I love writing CSS. SASS is fun, LESS is (or was?) too, but to me, nothing beats making magic with plain old vanilla CSS. I will happily write to a style.css file any day rather than muck around with CSS-in-JS for component encapsulation. That quackery is for the birds – or the full stack devs who are terrified of (or do not understand) the C in Cascading Style Sheets (CSS).

Around the time I started as a developer, CSS3 was made official and varied support began rolling out across the browser-scape. HTML5 was in a similar position, with polyfils to bridge many of the gaps. It was a magical time, with responsive design taking over in a big way and rigid styles using tables or Flash going up in smoke. Sure, we were still a couple of years out from flexbox (let alone grid) and plugged our front ends full of absolute positioning and floats ahoy; but at least we were finally looking at the web as a more fluid and flexible place!

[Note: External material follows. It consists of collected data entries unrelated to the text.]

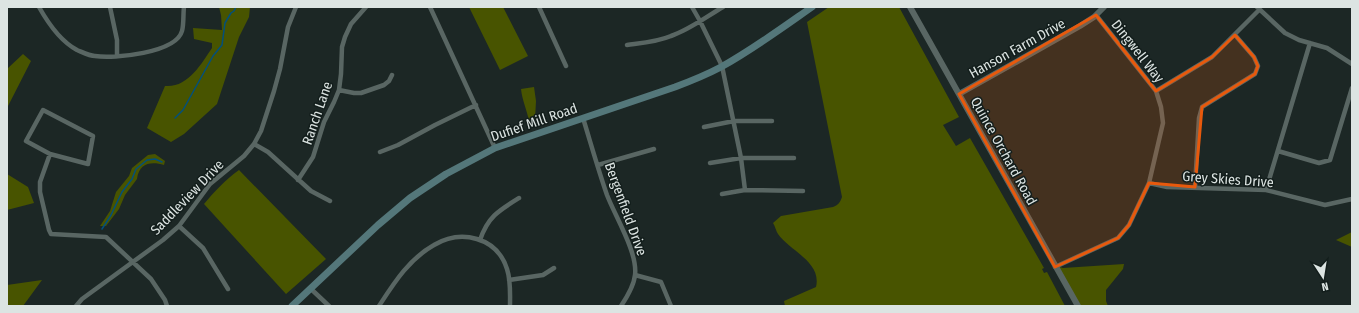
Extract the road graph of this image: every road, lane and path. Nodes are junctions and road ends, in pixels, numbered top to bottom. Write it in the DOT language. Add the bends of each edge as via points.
graph roads {
  1 [pos="39,7"];
  2 [pos="110,7"];
  3 [pos="184,7"];
  4 [pos="296,7"];
  5 [pos="366,7"];
  6 [pos="430,7"];
  7 [pos="539,7"];
  8 [pos="692,7"];
  9 [pos="723,7"];
  10 [pos="812,7"];
  11 [pos="910,7"];
  12 [pos="1104,7"];
  13 [pos="1258,9"];
  14 [pos="1096,15"];
  15 [pos="700,21"];
  16 [pos="1234,35"];
  17 [pos="1310,43"];
  18 [pos="627,45"];
  19 [pos="117,56"];
  20 [pos="1352,64"];
  21 [pos="566,66"];
  22 [pos="722,66"];
  23 [pos="392,75"];
  24 [pos="1352,88"];
  25 [pos="339,90"];
  26 [pos="1156,91"];
  27 [pos="959,94"];
  28 [pos="476,105"];
  29 [pos="583,118"];
  30 [pos="772,121"];
  31 [pos="734,122"];
  32 [pos="704,127"];
  33 [pos="254,144"];
  34 [pos="495,148"];
  35 [pos="654,149"];
  36 [pos="1278,151"];
  37 [pos="380,152"];
  38 [pos="50,154"];
  39 [pos="741,158"];
  40 [pos="794,158"];
  41 [pos="710,163"];
  42 [pos="598,165"];
  43 [pos="298,180"];
  44 [pos="1149,183"];
  45 [pos="1195,187"];
  46 [pos="745,190"];
  47 [pos="1266,190"];
  48 [pos="803,191"];
  49 [pos="722,194"];
  50 [pos="519,198"];
  51 [pos="1352,199"];
  52 [pos="330,201"];
  53 [pos="179,226"];
  54 [pos="480,240"];
  55 [pos="134,262"];
  56 [pos="1055,267"];
  57 [pos="554,268"];
  58 [pos="635,275"];
  59 [pos="509,280"];
  60 [pos="310,288"];
  61 [pos="228,289"];
  62 [pos="76,306"];
  63 [pos="167,306"];
  64 [pos="292,306"];
  65 [pos="329,306"];
  66 [pos="380,306"];
  67 [pos="510,306"];
  68 [pos="622,306"];
  69 [pos="671,306"];
  70 [pos="1078,306"];
  1 -- 19 [label="street" via="58,35 76,49 94,56"];
  2 -- 19 [label="street" via="117,40"];
  3 -- 19 [label="street" via="182,32 176,41 156,50"];
  4 -- 33 [label="street, Saddleview Drive" via="288,27 274,91"];
  5 -- 25 [label="street, Ranch Lane" via="351,24 345,37"];
  6 -- 28 [label="street"];
  7 -- 21 [label="street"];
  8 -- 15 [label="street"];
  9 -- 15 [label="street"];
  10 -- 22 [label="main road, Dufief Mill Road"];
  11 -- 27 [label="street, Quince Orchard Road"];
  12 -- 14 [label="street, Hanson Farm Drive"];
  13 -- 16 [label="street"];
  13 -- 17 [label="street" via="1285,33"];
  14 -- 26 [label="street, Dingwell Way"];
  14 -- 27 [label="street, Hanson Farm Drive"];
  15 -- 18 [label="street" via="670,37"];
  15 -- 22 [label="street"];
  16 -- 26 [label="street" via="1212,56"];
  16 -- 45 [label="street" via="1254,57 1258,66 1256,74 1202,107 1199,118"];
  17 -- 20 [label="street" via="1327,48"];
  17 -- 36 [label="street"];
  22 -- 29 [label="main road, Dufief Mill Road" via="675,87"];
  22 -- 31 [label="street"];
  23 -- 25 [label="street" via="389,82 384,85 361,93"];
  24 -- 36 [label="street" via="1330,160 1319,163"];
  25 -- 43 [label="street, Ranch Lane" via="324,122 313,157"];
  26 -- 44 [label="street, Dingwell Way" via="1163,123"];
  27 -- 56 [label="street, Quince Orchard Road"];
  28 -- 34 [label="street"];
  28 -- 37 [label="street"];
  29 -- 34 [label="main road, Dufief Mill Road"];
  29 -- 42 [label="street, Bergenfield Drive"];
  30 -- 31 [label="street"];
  31 -- 32 [label="street"];
  31 -- 39 [label="street"];
  33 -- 43 [label="street" via="268,152"];
  33 -- 53 [label="street, Saddleview Drive" via="244,156 210,184"];
  34 -- 60 [label="main road, Dufief Mill Road" via="446,174 410,198"];
  35 -- 42 [label="street"];
  36 -- 47 [label="street"];
  38 -- 38 [label="street" via="26,141 43,110 93,136 88,164"];
  38 -- 55 [label="street" via="40,182 40,192 51,234 106,237"];
  39 -- 40 [label="street"];
  39 -- 41 [label="street"];
  39 -- 46 [label="street"];
  42 -- 58 [label="street, Bergenfield Drive" via="608,196 631,248"];
  43 -- 52 [label="street" via="311,192"];
  44 -- 45 [label="street, Grey Skies Drive" via="1167,187"];
  44 -- 56 [label="street, Dingwell Way" via="1129,226 1118,238"];
  45 -- 47 [label="street, Grey Skies Drive"];
  46 -- 48 [label="street"];
  46 -- 49 [label="street"];
  47 -- 51 [label="street, Grey Skies Drive" via="1325,205"];
  50 -- 54 [label="street" via="502,208 489,221"];
  53 -- 55 [label="street, Saddleview Drive"];
  53 -- 61 [label="street" via="203,248"];
  54 -- 59 [label="street" via="501,257"];
  54 -- 66 [label="street" via="465,236 448,238 434,245 409,265"];
  55 -- 62 [label="street, Saddleview Drive"];
  55 -- 63 [label="street" via="159,289"];
  56 -- 70 [label="street, Quince Orchard Road"];
  57 -- 59 [label="street" via="543,275"];
  58 -- 68 [label="street, Bergenfield Drive"];
  58 -- 69 [label="street" via="661,282"];
  59 -- 67 [label="street"];
  60 -- 64 [label="main road, Dufief Mill Road"];
  60 -- 65 [label="street"];
}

mobile-first responsive web design title with a collection of phones, tablets, and computers that all read 'web' on the screen
Brad Frost’s illustration of the wide range of devices that can access the web at the head of his influential ‘mobile-first responsive web design’ blog post from 2011

I’ve been an avid user of CSSpseudo classes, sibling selectors, and attribute styling since those days. They’ve consistently been a fantastic set of tools for building specificity with flexibility – and without having to go overboard with classes and IDs. The feeling I get from a nice, clean, DRY (Don’t Repeat Yourself) chain of pseudo-sibling-attribute styling to reveal error messages, balance columns, or punch up typography has barely faded over the years.

Sometimes, like anyone playing with code tricks, I’ll get too clever for my own good and make a less-than-semantic mess. Reordering an input, label, and error message structure, for instance, to take advantage of the input’s aria-invalid attribute for styling the siblings. Or, and this one happens a lot, cramming way too much into a button in order to have a nice focus state within a card layout.

This latter issue came to an abrupt and amazing end for me this week. I found myself on MDN, my prefered source of documentation for HTML, CSS, and vanilla JS, checking out button attributes for the building of a component. From there, I hopped into a listing of available pseudo classes. That’s when I found it.

:focus-within

The :focus-within CSS pseudo-class represents an element that has received focus or contains an element that has received focus. In other words, it represents an element that is itself matched by the :focus pseudo-class or has a descendant that is matched by :focus.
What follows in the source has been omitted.